Chris - Ah, so these bacteria do use magnetic fields already and they accumulate the iron in order to do that. So you are saying we use that mechanism to effectively drive the bacteria or other bacteria where we want them to go.
Simone - We can override basically the response to earth's magnetic field and take control over their direction.
Chris - I'm surprised that something which is a tiny fraction of a millimeter long <laugh> with some iron particles inside it can detect the earth's magnetic field at all and then meaningfully use it. Do we have any idea how they're doing that?
Simone - It's really the torque. They experience any magnetic material alliance in an external magnetic field. The string of iron oxide nanocrystals is like a compass needle for diamonds. We see this in also other animals that have the sense of the magnetic field at this torque that can be perceived for orientation.

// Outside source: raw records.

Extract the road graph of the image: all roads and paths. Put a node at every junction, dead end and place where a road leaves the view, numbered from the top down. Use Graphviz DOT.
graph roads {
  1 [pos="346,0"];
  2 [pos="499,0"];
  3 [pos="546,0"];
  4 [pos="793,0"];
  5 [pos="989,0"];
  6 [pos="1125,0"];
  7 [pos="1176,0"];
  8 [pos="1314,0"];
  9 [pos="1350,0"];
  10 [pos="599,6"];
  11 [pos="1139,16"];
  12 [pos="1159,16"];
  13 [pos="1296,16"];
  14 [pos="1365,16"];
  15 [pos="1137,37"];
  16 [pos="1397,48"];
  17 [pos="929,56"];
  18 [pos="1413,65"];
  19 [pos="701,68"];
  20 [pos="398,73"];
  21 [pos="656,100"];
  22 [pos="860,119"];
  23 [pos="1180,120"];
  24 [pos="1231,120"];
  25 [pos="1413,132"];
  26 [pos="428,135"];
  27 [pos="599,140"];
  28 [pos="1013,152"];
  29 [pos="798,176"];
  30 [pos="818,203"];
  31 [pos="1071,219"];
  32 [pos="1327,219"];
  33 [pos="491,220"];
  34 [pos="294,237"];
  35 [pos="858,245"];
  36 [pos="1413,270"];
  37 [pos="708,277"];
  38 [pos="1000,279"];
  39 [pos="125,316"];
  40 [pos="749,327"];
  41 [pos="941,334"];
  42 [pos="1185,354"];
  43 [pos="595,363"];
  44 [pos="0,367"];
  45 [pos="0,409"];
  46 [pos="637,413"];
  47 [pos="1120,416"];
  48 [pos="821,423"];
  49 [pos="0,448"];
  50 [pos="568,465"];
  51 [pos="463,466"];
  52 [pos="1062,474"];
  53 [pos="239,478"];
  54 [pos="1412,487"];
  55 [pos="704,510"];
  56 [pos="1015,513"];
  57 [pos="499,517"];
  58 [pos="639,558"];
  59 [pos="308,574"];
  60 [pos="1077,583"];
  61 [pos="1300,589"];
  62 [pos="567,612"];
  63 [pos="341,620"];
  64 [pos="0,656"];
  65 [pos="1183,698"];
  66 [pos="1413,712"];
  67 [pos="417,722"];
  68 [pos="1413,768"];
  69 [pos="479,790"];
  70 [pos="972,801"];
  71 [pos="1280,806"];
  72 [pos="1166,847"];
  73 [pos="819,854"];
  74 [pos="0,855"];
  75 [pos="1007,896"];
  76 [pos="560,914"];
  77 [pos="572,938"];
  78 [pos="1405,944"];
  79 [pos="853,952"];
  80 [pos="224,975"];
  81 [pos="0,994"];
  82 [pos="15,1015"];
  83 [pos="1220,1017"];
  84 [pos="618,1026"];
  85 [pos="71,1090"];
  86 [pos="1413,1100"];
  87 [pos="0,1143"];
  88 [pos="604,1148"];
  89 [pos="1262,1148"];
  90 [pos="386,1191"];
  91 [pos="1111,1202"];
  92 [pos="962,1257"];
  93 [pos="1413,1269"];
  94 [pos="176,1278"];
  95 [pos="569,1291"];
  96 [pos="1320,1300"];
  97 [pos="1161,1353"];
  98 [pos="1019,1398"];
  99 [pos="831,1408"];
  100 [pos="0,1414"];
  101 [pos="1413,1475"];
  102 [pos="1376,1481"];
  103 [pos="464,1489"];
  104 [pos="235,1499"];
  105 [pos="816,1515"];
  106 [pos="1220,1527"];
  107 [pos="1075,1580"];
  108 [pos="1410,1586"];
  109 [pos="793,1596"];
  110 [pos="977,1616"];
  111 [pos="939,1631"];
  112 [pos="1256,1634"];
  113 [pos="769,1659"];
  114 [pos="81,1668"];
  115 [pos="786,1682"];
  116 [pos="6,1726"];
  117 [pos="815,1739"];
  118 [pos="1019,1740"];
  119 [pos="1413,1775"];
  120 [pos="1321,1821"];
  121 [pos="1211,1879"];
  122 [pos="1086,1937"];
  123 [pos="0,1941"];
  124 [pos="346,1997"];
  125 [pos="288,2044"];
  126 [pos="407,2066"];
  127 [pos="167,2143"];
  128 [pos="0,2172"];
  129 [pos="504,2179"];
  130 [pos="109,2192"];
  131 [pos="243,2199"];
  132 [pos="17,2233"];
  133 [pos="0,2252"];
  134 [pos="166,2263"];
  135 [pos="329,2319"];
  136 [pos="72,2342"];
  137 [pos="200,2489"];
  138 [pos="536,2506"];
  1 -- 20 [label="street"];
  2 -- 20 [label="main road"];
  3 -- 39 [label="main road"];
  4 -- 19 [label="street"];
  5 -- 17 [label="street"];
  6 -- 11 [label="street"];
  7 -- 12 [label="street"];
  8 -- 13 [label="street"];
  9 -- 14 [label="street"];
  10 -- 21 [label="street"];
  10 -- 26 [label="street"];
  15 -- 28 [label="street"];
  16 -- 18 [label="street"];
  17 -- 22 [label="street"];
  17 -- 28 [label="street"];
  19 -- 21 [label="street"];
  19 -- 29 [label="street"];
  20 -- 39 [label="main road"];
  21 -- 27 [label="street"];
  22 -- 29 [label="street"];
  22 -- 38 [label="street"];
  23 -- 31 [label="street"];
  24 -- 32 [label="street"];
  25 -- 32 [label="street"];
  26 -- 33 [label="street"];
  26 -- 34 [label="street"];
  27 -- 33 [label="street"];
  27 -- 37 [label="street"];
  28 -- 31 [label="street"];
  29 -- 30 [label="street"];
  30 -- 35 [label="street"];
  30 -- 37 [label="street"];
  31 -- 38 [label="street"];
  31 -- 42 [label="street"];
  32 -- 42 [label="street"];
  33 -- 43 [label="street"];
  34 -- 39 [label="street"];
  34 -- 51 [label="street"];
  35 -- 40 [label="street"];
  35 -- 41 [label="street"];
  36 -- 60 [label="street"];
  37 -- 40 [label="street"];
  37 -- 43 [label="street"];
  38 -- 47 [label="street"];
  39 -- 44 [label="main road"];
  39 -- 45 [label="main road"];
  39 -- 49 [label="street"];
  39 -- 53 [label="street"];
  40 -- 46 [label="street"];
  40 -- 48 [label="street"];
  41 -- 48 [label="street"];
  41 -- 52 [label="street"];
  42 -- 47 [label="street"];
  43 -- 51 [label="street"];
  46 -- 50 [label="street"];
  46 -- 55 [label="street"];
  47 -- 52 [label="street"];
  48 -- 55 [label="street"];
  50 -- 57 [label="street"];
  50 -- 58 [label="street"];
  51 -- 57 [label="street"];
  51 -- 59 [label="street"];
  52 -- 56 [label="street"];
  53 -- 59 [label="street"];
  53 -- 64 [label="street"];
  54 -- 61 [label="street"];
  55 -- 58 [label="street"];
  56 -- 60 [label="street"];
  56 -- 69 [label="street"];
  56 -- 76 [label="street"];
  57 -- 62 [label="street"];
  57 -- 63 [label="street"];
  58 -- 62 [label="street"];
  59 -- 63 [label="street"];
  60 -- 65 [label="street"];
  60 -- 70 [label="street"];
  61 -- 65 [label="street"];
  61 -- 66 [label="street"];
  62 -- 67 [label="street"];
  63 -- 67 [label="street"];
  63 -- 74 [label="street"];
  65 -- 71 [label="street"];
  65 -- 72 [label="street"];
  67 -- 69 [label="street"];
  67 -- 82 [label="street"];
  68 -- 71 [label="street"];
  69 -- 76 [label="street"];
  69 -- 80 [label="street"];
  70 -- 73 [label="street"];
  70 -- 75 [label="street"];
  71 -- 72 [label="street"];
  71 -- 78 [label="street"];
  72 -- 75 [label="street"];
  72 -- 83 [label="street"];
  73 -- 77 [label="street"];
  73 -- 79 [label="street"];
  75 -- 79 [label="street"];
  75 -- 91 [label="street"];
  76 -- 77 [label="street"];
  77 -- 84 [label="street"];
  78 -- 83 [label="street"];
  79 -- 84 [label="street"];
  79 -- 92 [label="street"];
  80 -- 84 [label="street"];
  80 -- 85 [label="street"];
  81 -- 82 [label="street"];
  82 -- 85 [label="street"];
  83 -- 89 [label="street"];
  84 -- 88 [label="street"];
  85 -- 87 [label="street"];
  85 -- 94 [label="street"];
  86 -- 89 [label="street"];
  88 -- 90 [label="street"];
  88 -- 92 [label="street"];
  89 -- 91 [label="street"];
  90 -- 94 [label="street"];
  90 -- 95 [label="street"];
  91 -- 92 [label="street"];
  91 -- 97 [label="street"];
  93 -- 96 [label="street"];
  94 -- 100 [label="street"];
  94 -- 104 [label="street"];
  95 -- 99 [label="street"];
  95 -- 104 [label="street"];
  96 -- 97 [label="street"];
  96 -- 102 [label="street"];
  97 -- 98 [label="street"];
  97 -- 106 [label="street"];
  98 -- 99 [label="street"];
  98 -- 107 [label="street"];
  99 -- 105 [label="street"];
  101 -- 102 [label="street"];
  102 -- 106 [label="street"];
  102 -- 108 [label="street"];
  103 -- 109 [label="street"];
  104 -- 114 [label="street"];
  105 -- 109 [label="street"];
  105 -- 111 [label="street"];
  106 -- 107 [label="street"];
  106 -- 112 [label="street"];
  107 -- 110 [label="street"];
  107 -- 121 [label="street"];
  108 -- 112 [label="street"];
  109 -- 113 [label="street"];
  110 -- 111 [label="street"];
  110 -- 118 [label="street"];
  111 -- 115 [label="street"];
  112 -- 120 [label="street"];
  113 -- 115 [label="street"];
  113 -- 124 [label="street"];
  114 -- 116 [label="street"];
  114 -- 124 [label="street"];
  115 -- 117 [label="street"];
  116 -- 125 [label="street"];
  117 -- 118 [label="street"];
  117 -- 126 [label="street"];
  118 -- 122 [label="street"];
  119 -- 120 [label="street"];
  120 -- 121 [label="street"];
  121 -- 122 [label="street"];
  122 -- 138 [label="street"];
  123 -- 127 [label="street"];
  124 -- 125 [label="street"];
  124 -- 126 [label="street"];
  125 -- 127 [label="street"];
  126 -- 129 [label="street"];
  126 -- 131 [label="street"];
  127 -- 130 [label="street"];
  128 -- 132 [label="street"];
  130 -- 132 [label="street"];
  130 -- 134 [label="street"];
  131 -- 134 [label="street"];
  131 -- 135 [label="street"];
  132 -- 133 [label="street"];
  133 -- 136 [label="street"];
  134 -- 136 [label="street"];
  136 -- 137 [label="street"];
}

Chris - How do you envisage creating fields that will guide the microbes in the right sort of way? Because it's one thing for them to be experiencing a field on the scale of a planet and just knowing up and down. For example, when you're trying to guide something in three dimensions through complex tissues inside a body environment to a site that might be, say a tumor, that's a whole different ball game.
Simone - So it's not that we are trying to give a direction like a left or right. What we do is basically we apply rotational magnetic fields at a tumor site and these bacteria behave basically like tiny rods or levels that start turning. And when they do this in circulation, in the blood circulation of these rotational magnetic fields can help them start tumbling along blood vessel walls. And this is a very important or crucial mechanism as we identified because it helps them to find gaps between blood vessels to then get out and get into tumor tissue.
Chris - I'm with you. So in essence you use a rotating magnetic field because that almost creates whirlpools. It's like little eddies which the bacteria fall into and then they roll along. And then if there is a gap that they can crawl through, they're more likely to crawl through it. So if you center that whirlpool on where the tumor is, they're gonna slow down and roll around in the tumor preferentially, which means you're gonna enhance the delivery.
Simone - I think you've put this very well, yes. <laugh>.
Chris - Does it work though? You presumably are not at the stage where you've put this into people yet, so there must be some kind of model system that you are testing this on.
Simone - Yes. So we tested this first in a Petri dish. So from the blood vessels, the cells, we were growing them just on a membrane and then we were adding our bacteria on top and starting with these rotational magnetic fields and then counting how many bacteria could make it through the cell layer. And we could see that this was significantly higher than when we would have no magnetic field. And then we went and tested this also in animal models and could see that we find a significantly higher enrichment in tumors when we exposed some to these rotational magnetic fields.